Politics of the independent Zimbabwe is nothing but a continuation of discriminatory policies by other means; it is an exclusive political script founded on what is right for Zimbabwean society as if Matabeleland were not part of that society.

Truth be told, the tragedy of this ZANU PF governed Zimbabwe has not been its calculated exclusion and butcher of Matabeleland citizens but the deafening silence of Matabeleland leadership and the supposedly good people in the international community.

If, on self-interrogation, we cannot justify our current silence within the Zimbabwean political space then let us not keep it. Silence enforced by fear is disabling silence that will keep us tied up in forced loyalty with systems that have no provision for us.

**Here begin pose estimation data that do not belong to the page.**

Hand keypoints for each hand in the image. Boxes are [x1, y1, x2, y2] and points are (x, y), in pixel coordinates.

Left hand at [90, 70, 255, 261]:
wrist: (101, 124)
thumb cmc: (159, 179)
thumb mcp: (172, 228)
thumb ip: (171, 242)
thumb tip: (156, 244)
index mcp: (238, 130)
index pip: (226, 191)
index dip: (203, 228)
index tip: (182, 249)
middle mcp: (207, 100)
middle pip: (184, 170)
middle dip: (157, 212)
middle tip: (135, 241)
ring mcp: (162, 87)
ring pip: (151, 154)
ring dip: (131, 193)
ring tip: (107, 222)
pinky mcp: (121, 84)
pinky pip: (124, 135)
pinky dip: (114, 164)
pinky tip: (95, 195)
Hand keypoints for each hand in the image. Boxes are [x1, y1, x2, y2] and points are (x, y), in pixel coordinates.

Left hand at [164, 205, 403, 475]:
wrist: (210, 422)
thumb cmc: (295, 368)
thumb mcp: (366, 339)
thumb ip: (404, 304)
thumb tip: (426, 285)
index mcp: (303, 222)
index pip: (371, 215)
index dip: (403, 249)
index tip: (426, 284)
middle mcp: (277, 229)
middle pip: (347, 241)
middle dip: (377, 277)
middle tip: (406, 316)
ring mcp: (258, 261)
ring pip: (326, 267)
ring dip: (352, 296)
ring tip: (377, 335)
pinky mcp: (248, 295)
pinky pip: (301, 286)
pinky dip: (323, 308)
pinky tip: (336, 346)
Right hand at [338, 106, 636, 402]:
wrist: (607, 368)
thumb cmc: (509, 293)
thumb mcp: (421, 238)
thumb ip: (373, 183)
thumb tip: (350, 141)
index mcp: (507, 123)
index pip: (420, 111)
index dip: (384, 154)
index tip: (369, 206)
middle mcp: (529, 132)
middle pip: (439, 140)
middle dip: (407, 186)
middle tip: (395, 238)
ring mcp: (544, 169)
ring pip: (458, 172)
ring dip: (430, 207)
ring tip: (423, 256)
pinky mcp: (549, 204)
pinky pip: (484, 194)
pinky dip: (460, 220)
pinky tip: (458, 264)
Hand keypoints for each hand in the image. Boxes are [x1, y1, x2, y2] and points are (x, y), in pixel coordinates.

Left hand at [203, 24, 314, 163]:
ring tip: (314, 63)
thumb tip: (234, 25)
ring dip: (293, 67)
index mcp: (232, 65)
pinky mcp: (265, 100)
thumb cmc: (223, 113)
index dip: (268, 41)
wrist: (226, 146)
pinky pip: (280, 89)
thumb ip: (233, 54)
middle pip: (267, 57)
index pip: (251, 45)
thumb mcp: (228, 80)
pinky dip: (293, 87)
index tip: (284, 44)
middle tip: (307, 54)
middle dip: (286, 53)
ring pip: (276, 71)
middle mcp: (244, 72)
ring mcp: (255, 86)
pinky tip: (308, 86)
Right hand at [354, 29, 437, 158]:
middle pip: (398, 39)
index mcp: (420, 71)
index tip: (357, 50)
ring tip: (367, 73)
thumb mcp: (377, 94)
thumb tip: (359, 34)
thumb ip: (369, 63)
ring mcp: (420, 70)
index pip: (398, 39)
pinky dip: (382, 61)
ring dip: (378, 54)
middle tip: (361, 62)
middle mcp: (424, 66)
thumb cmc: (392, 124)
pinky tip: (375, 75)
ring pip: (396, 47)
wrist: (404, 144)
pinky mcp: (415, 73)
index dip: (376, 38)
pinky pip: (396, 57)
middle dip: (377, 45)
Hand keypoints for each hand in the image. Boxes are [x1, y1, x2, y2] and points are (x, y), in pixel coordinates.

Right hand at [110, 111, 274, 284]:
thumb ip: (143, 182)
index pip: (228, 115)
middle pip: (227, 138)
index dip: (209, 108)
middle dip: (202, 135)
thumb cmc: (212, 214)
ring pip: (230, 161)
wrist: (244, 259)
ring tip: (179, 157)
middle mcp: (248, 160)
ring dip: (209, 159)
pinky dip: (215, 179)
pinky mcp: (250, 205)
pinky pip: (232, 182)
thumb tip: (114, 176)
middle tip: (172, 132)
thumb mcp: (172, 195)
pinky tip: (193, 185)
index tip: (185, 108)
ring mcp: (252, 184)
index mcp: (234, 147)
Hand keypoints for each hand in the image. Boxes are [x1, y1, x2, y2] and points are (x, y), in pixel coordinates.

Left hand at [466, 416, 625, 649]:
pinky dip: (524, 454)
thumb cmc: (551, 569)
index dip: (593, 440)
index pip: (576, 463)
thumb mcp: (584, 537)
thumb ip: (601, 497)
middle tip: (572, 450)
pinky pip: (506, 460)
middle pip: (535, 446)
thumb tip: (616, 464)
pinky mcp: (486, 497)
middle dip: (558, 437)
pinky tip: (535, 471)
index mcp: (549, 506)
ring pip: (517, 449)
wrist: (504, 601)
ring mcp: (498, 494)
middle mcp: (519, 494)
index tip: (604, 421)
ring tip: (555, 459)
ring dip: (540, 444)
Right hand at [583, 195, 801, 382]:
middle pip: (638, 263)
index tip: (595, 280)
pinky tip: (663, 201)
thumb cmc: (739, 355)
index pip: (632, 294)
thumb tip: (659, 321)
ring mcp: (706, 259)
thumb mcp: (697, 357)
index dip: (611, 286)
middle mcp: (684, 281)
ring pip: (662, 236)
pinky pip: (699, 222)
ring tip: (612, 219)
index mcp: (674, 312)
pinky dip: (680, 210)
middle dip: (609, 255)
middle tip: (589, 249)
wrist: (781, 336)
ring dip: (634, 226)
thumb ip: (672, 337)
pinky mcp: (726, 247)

There is ‘golden’ silence which is loud calculated silence and then there is ‘disturbing’ silence. If our silence is being motivated by an absence of a good answer that silence cannot objectively fall into the category of ‘golden’ but ‘disturbing’.

We are now in that position where we need to appreciate what the source of our greatest tragedy in politics is; it is not only when spoken words are misunderstood but also when silence is not understood or misinterpreted.

We need to withdraw that perceived authority from Zimbabwe to do as it pleases to Matabeleland and its people; we must not allow Zimbabwean systems to force us into silence; silence empowers oppressors not the victims; let the Matabeleland region and its citizens not be turned into victims; that needs to stop.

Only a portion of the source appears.